Personally, I remember only major incidents in my early years. Judy remembers
the smell of the dirt dunnys (waterless, outside toilets). She remembers the
feel of the air when the “willy whirlies” (miniature, and in some cases
full-blown tornadoes) disturbed her world, or in one case wrecked the shanty
town she lived in. She remembers the feel of a wild nanny goat who rubbed in
friendship at her leg and allowed Judy to drink from its milk sac, and the
sting of a snake bite as she picked wood from a pile to hand-build tomato
boxes.
Risk was
something she shared her life with, risk from the natural world she lived so
close to, risk from friends who misunderstood her intelligence, and risk from
the one constant from which she could not escape—her family. That she carried
this risk on her own shoulders from such a young age might make you think her
family was careless of her, but no, it was more that this was the way life was
lived. Judy wasn’t a slave, but she was forced into a servitude of necessity.
Her story begins
with a short chapter in which her mother, for the first time, opens up to her.
The date is undefined, but Judith is clearly a grown woman at the time of the
conversation. The hardships her mother endured, to an extent, put Judith’s own
struggle in perspective. I wondered, after finishing the story, whether that
chapter was her way of erasing some blame from her mother, of taking it on
herself, as she had always had. Perhaps? In the story she quotes her mother
saying, “(Once) I cried because I had no shoes, until one day I saw a child who
had no feet.” In any case, although Judith had yearned to know her mother’s
story, I found it poignant that when her mother finally opened up, Judy
couldn’t wait to break the spell, to stop her mother talking, to escape from
the knowing. Perhaps her heart had hardened too much in survival to allow the
space for that level of forgiveness.
If you read No One’s Child (did I mention that I
recommend you do?), prepare yourself for Judy’s honesty.
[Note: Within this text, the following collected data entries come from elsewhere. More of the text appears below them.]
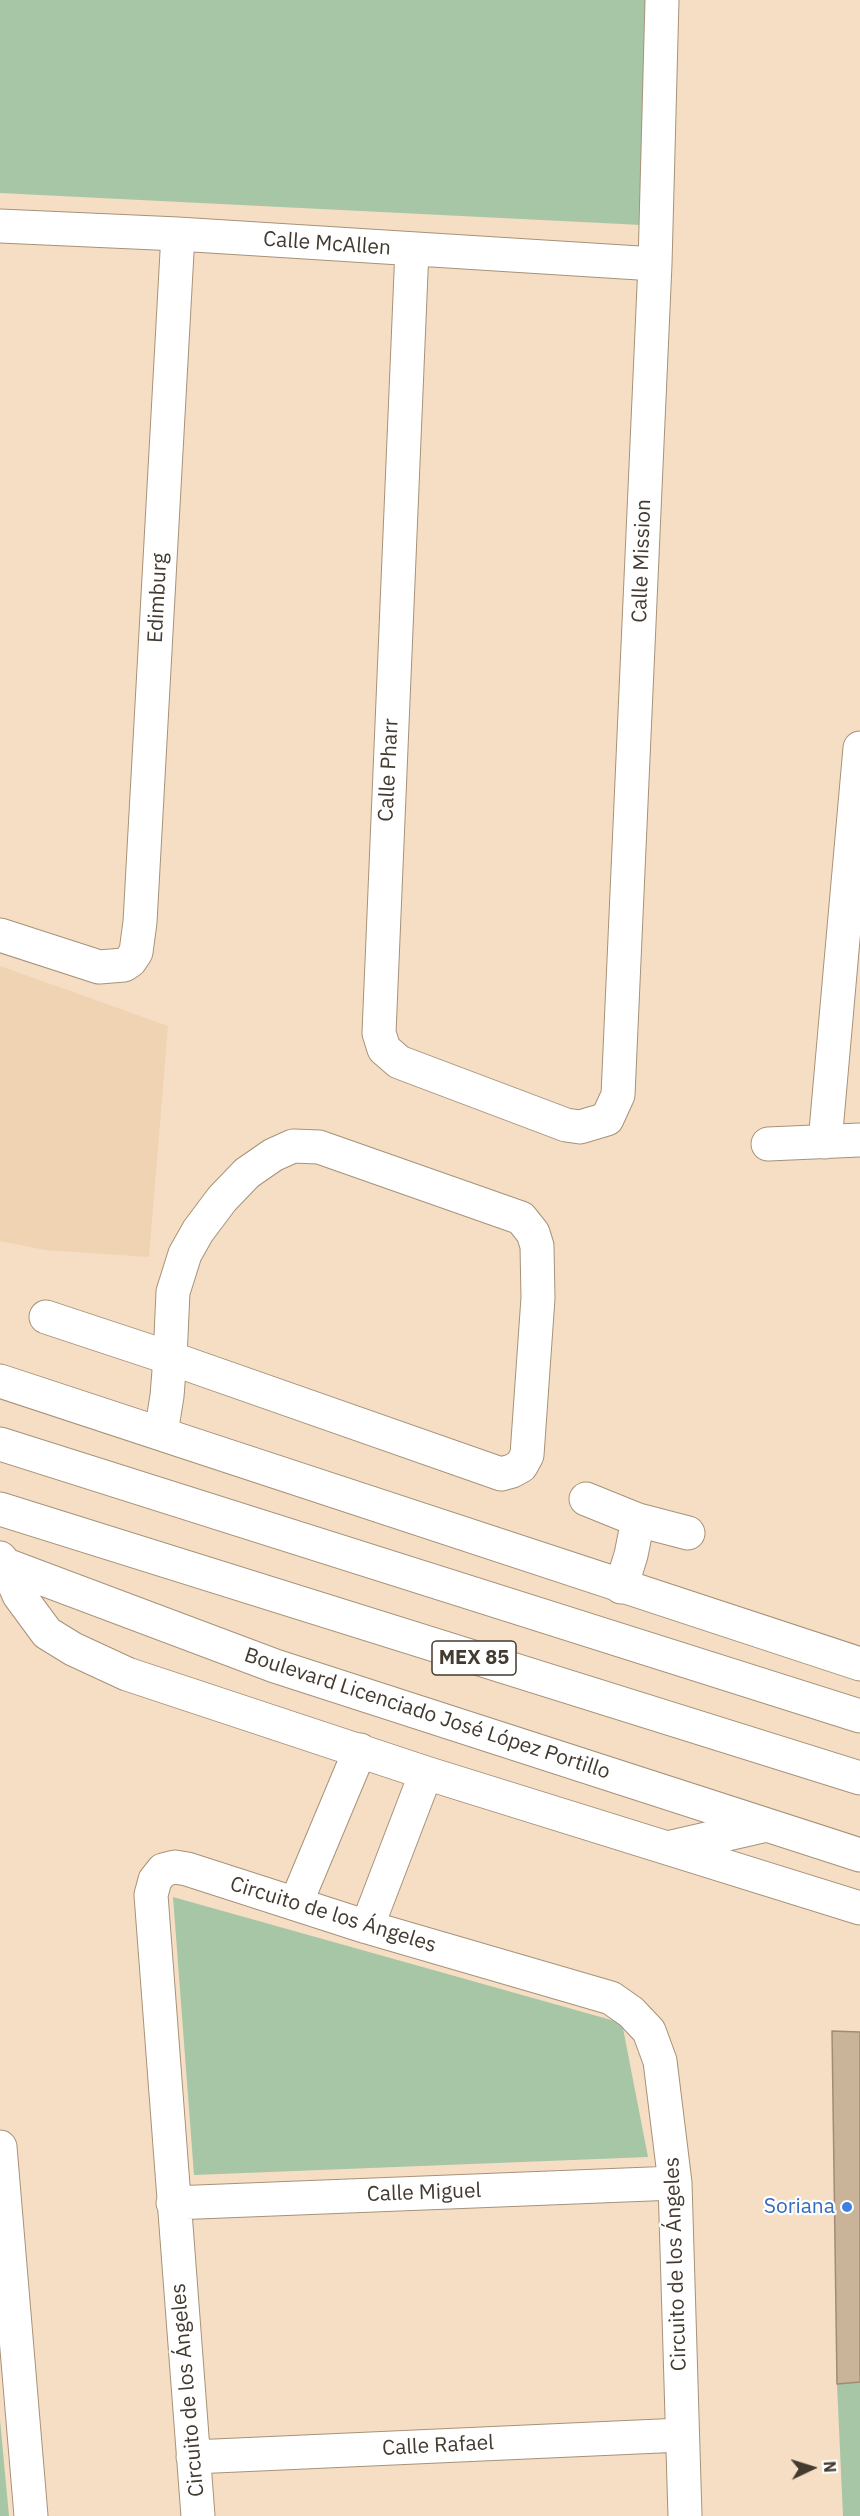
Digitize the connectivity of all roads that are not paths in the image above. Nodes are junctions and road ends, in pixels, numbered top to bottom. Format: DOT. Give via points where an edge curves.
graph roads {
  1 [pos="662,0"];
  2 [pos="0,226"];
  3 [pos="178,234"];
  4 [pos="412,249"];
  5 [pos="655,264"];
  6 [pos="860,748"];
  7 [pos="0,935"];
  8 [pos="607,1119"];
  9 [pos="860,1140"];
  10 [pos="825,1142"];
  11 [pos="768,1144"];
  12 [pos="45,1317"];
  13 [pos="170,1358"];
  14 [pos="0,1381"];
  15 [pos="161,1433"];
  16 [pos="0,1444"];
  17 [pos="586,1499"];
  18 [pos="0,1509"];
  19 [pos="638,1520"];
  20 [pos="688,1533"];
  21 [pos="3,1562"];
  22 [pos="621,1587"];
  23 [pos="860,1664"];
  24 [pos="860,1716"];
  25 [pos="360,1750"];
  26 [pos="426,1773"];
  27 [pos="860,1778"];
  28 [pos="767,1825"];
  29 [pos="665,1849"];
  30 [pos="860,1855"];
  31 [pos="296,1903"];
  32 [pos="860,1908"];
  33 [pos="367,1927"];
  34 [pos="0,2147"];
  35 [pos="675,2183"];
  36 [pos="173,2203"];
  37 [pos="682,2434"];
  38 [pos="193,2457"];
  39 [pos="31,2516"];
  40 [pos="198,2516"];
  41 [pos="685,2516"];
  1 -- 5 [label="main road, Calle Mission"];
  2 -- 3 [label="main road, Calle McAllen"];
  3 -- 4 [label="main road, Calle McAllen"];
  3 -- 7 [label="main road, Edimburg" via="140,922 135,952 130,961 114,968 99,967"];
  4 -- 5 [label="main road, Calle McAllen"];
  4 -- 8 [label="main road, Calle Pharr" via="379,1033 384,1049 399,1062 555,1121 580,1127"];
  5 -- 8 [label="main road, Calle Mission" via="619,1079 618,1095"];
  6 -- 10 [label="main road"];
  9 -- 10 [label="main road"];
  10 -- 11 [label="main road"];
  12 -- 13 [label="main road"];
  13 -- 13 [label="main road" via="173,1292 198,1231 247,1173 293,1146 319,1147 521,1218 533,1233 538,1298 527,1455 512,1471 501,1474"];
  13 -- 15 [label="main road"];
  14 -- 15 [label="main road"];
  15 -- 22 [label="main road"];
  16 -- 24 [label="main road"];
  17 -- 19 [label="main road"];
  18 -- 27 [label="main road, MEX 85"];
  19 -- 20 [label="main road"];
  19 -- 22 [label="main road"];
  21 -- 25 [label="main road" via="19,1595 47,1634 73,1649 127,1674"];
  21 -- 28 [label="main road, Boulevard Licenciado José López Portillo" via="275,1666"];
  22 -- 23 [label="main road"];
  25 -- 26 [label="main road"];
  25 -- 31 [label="main road"];
  26 -- 29 [label="main road"];
  26 -- 33 [label="main road"];
  28 -- 29 [label="main road"];
  28 -- 30 [label="main road, Boulevard Licenciado José López Portillo"];
  29 -- 32 [label="main road"];
  31 -- 33 [label="main road, Circuito de los Ángeles"];
  31 -- 36 [label="main road, Circuito de los Ángeles" via="175,1867 163,1870 155,1880 151,1895"];
  33 -- 35 [label="main road, Circuito de los Ángeles" via="611,1998 631,2012 649,2031 660,2061"];
  34 -- 39 [label="main road"];
  35 -- 36 [label="main road, Calle Miguel"];
  35 -- 37 [label="main road, Circuito de los Ángeles"];
  36 -- 38 [label="main road, Circuito de los Ángeles"];
  37 -- 38 [label="main road, Calle Rafael"];
  37 -- 41 [label="main road, Circuito de los Ángeles"];
  38 -- 40 [label="main road, Circuito de los Ángeles"];
}
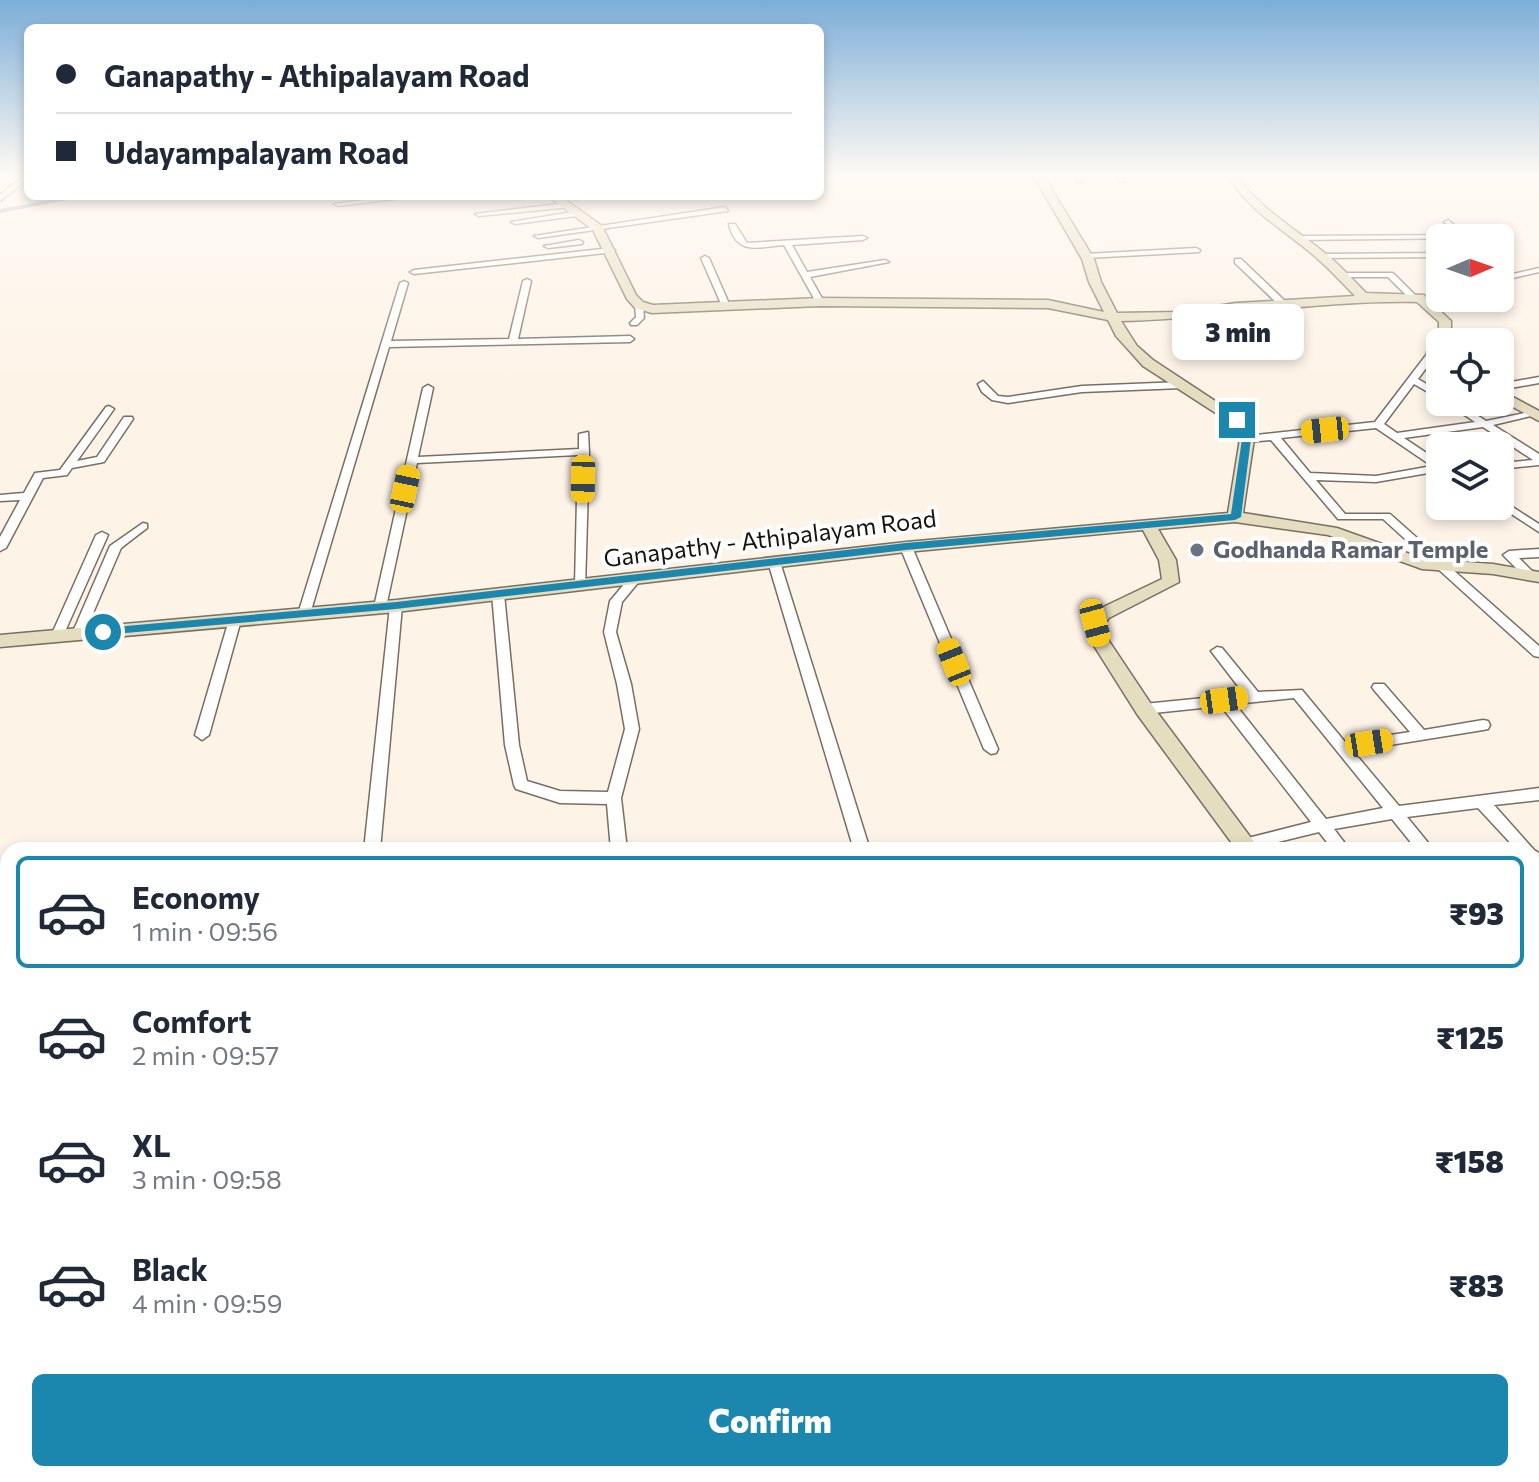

In particular she lays
bare her feelings toward her father, which fester like an infected wound,
seeping, dangerous, and ever-present.
But, without her honesty and her extraordinary memory, this story would
lose its color, its depth, its layers. As with Angela’s Ashes, what makes this
a compelling read is that, through all the hardships endure by the author, a
love of people, of community, of animals . . . ,and of life, shines thorough.
I did not come
away from reading No One’s Child
feeling sorry for Judith McNeil, but rather, buoyed by her humanity, and
humbled that she took the time to share her life with me.
To quote from
the book’s short epilogue: “They say lilies rise from the mud. I know they do.”
I believe her.
In case I forgot
to mention it, you should read No One’s
Child.
Format/Typo Issues:
No typos to
mention. Australian dialect, but not an issue for comprehension.
Rating: ***** Five stars
Rating: ***** Five stars
1 comment:
Great review, Pete. Adding No One's Child to my reading list.
P.S. Love the cover, too. It's haunting.